RECORDED DATA: Begin
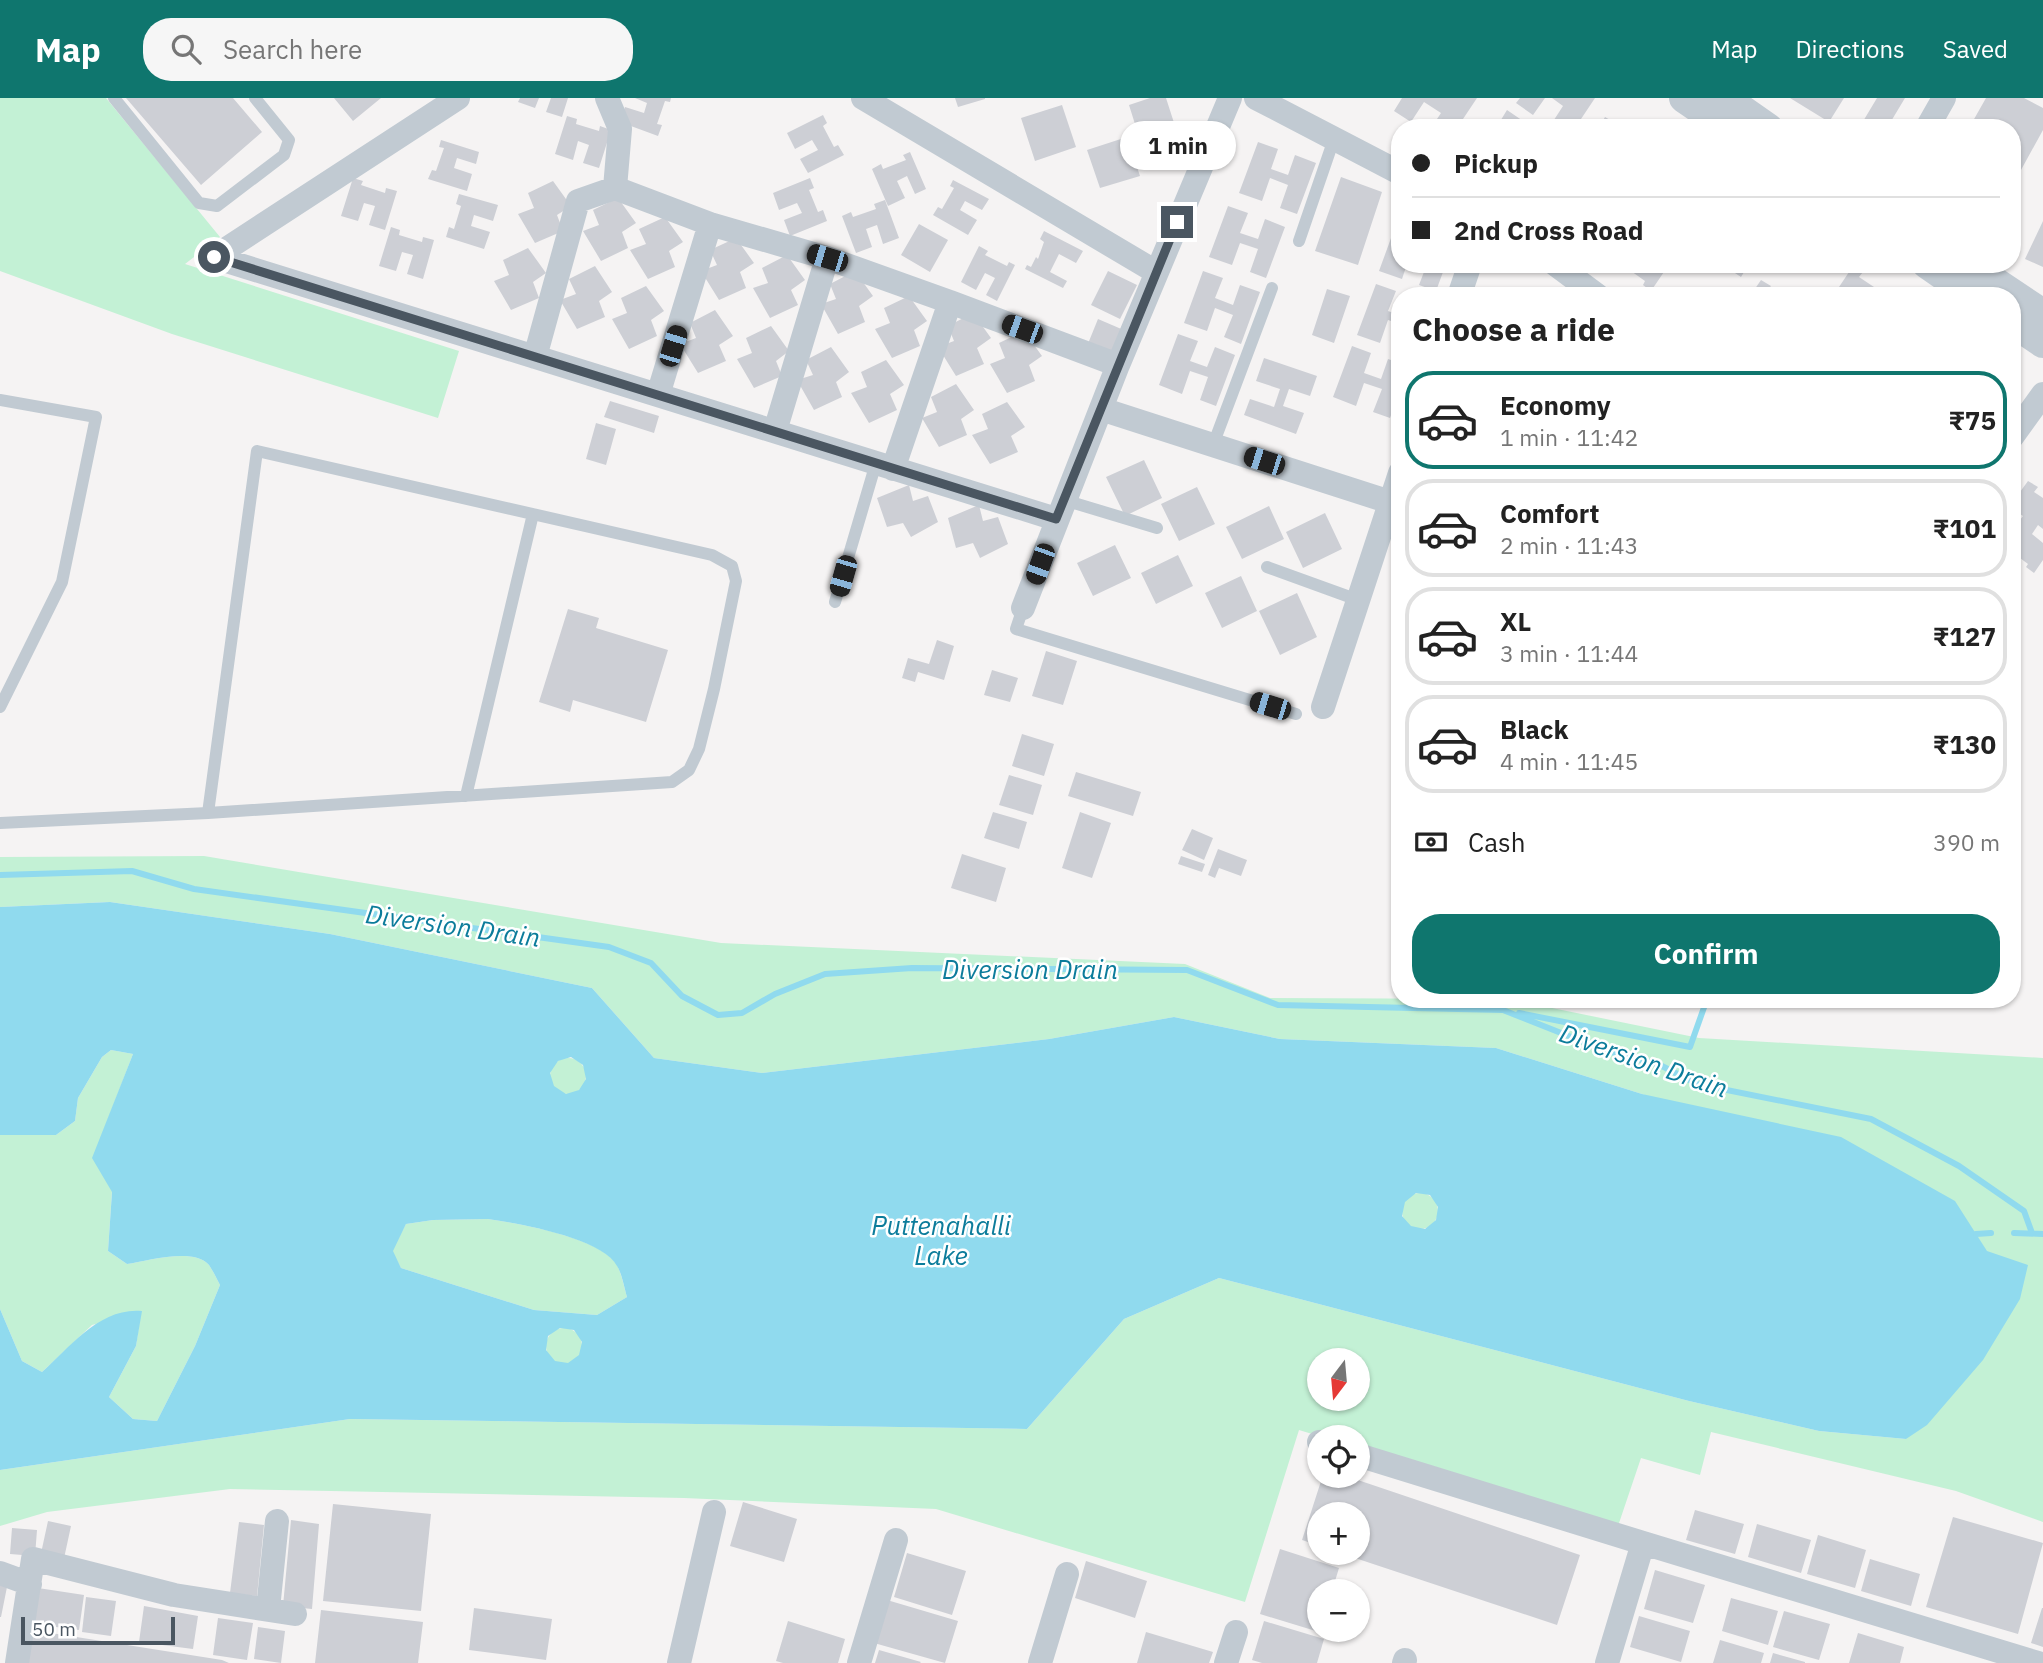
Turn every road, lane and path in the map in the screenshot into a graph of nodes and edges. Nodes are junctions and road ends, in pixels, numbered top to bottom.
1 (114, 98) edge
2 (255, 98) edge
3 (458, 98) edge
4 (607, 98) edge
5 (863, 98) edge
6 (1230, 98) edge
7 (1256, 98) edge
8 (1684, 98) edge
9 (1725, 98) edge
10 (1944, 98) edge
11 (1715, 119) edge
12 (1755, 119) edge
13 (1932, 119) edge
14 (1334, 139) junction
15 (1391, 168) edge
16 (615, 188) junction
17 (710, 224) junction
18 (1299, 241) dead end
19 (827, 258) junction
20 (1156, 272) junction
21 (1567, 273) edge
22 (1940, 273) edge
23 (1982, 273) edge
24 (1586, 287) edge
25 (1960, 287) edge
26 (2002, 287) edge
27 (1272, 288) dead end
28 (2021, 299) edge
29 (950, 302) junction
30 (2043, 314) edge
31 (2021, 328) edge
32 (2043, 343) edge
33 (535, 357) junction
34 (1118, 365) junction
35 (2043, 394) edge
36 (658, 395) junction
37 (0, 400) edge
38 (1101, 409) junction
39 (2021, 425) edge
40 (775, 431) junction
41 (1213, 445) junction
42 (884, 466) junction
43 (1391, 502) edge
44 (1060, 510) junction
45 (1391, 513) edge
46 (533, 514) junction
47 (1157, 528) dead end
48 (1267, 567) dead end
49 (1358, 600) junction
50 (835, 602) dead end
51 (1023, 608) joint
52 (0, 707) edge
53 (1323, 707) dead end
54 (1296, 714) dead end
55 (466, 796) junction
56 (208, 813) junction
57 (0, 823) edge
58 (1370, 1459) edge
59 (715, 1512) dead end
60 (277, 1521) dead end
61 (896, 1540) dead end
62 (1643, 1543) junction
63 (0, 1573) edge
64 (1067, 1574) dead end
65 (30, 1584) junction
66 (268, 1609) junction
67 (295, 1614) dead end
68 (1236, 1632) dead end
69 (17, 1663) edge
70 (679, 1663) edge
71 (859, 1663) edge
72 (1040, 1663) edge
73 (1227, 1663) edge
74 (1607, 1663) edge
75 (2038, 1663) edge

1 - 2 lane
3 - 33 street
4 - 16 street
5 - 20 street
6 - 20 street
7 - 14 street
8 - 11 street
9 - 12 street
10 - 13 street
14 - 15 street
14 - 18 lane
16 - 17 street
16 - 33 street
17 - 19 street
17 - 36 street
19 - 29 street
19 - 40 street
20 - 34 street
21 - 24 street
22 - 25 street
23 - 26 street
27 - 41 lane
28 - 30 street
29 - 34 street
29 - 42 street
31 - 32 street
33 - 36 street
34 - 38 street
35 - 39 street
36 - 40 street
37 - 52 lane
38 - 41 street
38 - 44 street
40 - 42 street
41 - 43 street
42 - 44 street
42 - 50 lane
44 - 47 lane
44 - 51 street
45 - 49 street
46 - 55 lane
46 - 55 lane
46 - 56 lane
48 - 49 lane
49 - 53 street
51 - 54 lane
55 - 56 lane
56 - 57 lane
58 - 62 street
59 - 70 street
60 - 66 street
61 - 71 street
62 - 74 street
62 - 75 street
63 - 65 street
64 - 72 street
65 - 66 street
65 - 69 street
66 - 67 street
68 - 73 street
RECORDED DATA: End
__EXERCISE AIM__: Could you restate the material word for word, skipping any pictures it holds?

__SOLVED PROBLEM__:
Turn every road, lane and path in the map in the screenshot into a graph of nodes and edges. Nodes are junctions and road ends, in pixels, numbered top to bottom.
1 (114, 98) edge
2 (255, 98) edge
3 (458, 98) edge
4 (607, 98) edge
5 (863, 98) edge
6 (1230, 98) edge
7 (1256, 98) edge
8 (1684, 98) edge
9 (1725, 98) edge
10 (1944, 98) edge
11 (1715, 119) edge
12 (1755, 119) edge
13 (1932, 119) edge
14 (1334, 139) junction
15 (1391, 168) edge
16 (615, 188) junction
17 (710, 224) junction
18 (1299, 241) dead end
19 (827, 258) junction
20 (1156, 272) junction
21 (1567, 273) edge
22 (1940, 273) edge
23 (1982, 273) edge
24 (1586, 287) edge
25 (1960, 287) edge
26 (2002, 287) edge
27 (1272, 288) dead end
28 (2021, 299) edge
29 (950, 302) junction
30 (2043, 314) edge
31 (2021, 328) edge
32 (2043, 343) edge
33 (535, 357) junction
34 (1118, 365) junction
35 (2043, 394) edge
36 (658, 395) junction
37 (0, 400) edge
38 (1101, 409) junction
39 (2021, 425) edge
40 (775, 431) junction
41 (1213, 445) junction
42 (884, 466) junction
43 (1391, 502) edge
44 (1060, 510) junction
45 (1391, 513) edge
46 (533, 514) junction
47 (1157, 528) dead end
48 (1267, 567) dead end
49 (1358, 600) junction
50 (835, 602) dead end
51 (1023, 608) joint
52 (0, 707) edge
53 (1323, 707) dead end
54 (1296, 714) dead end
55 (466, 796) junction
56 (208, 813) junction
57 (0, 823) edge
58 (1370, 1459) edge
59 (715, 1512) dead end
60 (277, 1521) dead end
61 (896, 1540) dead end
62 (1643, 1543) junction
63 (0, 1573) edge
64 (1067, 1574) dead end
65 (30, 1584) junction
66 (268, 1609) junction
67 (295, 1614) dead end
68 (1236, 1632) dead end
69 (17, 1663) edge
70 (679, 1663) edge
71 (859, 1663) edge
72 (1040, 1663) edge
73 (1227, 1663) edge
74 (1607, 1663) edge
75 (2038, 1663) edge

1 - 2 lane
3 - 33 street
4 - 16 street
5 - 20 street
6 - 20 street
7 - 14 street
8 - 11 street
9 - 12 street
10 - 13 street
14 - 15 street
14 - 18 lane
16 - 17 street
16 - 33 street
17 - 19 street
17 - 36 street
19 - 29 street
19 - 40 street
20 - 34 street
21 - 24 street
22 - 25 street
23 - 26 street
27 - 41 lane
28 - 30 street
29 - 34 street
29 - 42 street
31 - 32 street
33 - 36 street
34 - 38 street
35 - 39 street
36 - 40 street
37 - 52 lane
38 - 41 street
38 - 44 street
40 - 42 street
41 - 43 street
42 - 44 street
42 - 50 lane
44 - 47 lane
44 - 51 street
45 - 49 street
46 - 55 lane
46 - 55 lane
46 - 56 lane
48 - 49 lane
49 - 53 street
51 - 54 lane
55 - 56 lane
56 - 57 lane
58 - 62 street
59 - 70 street
60 - 66 street
61 - 71 street
62 - 74 street
62 - 75 street
63 - 65 street
64 - 72 street
65 - 66 street
65 - 69 street
66 - 67 street
68 - 73 street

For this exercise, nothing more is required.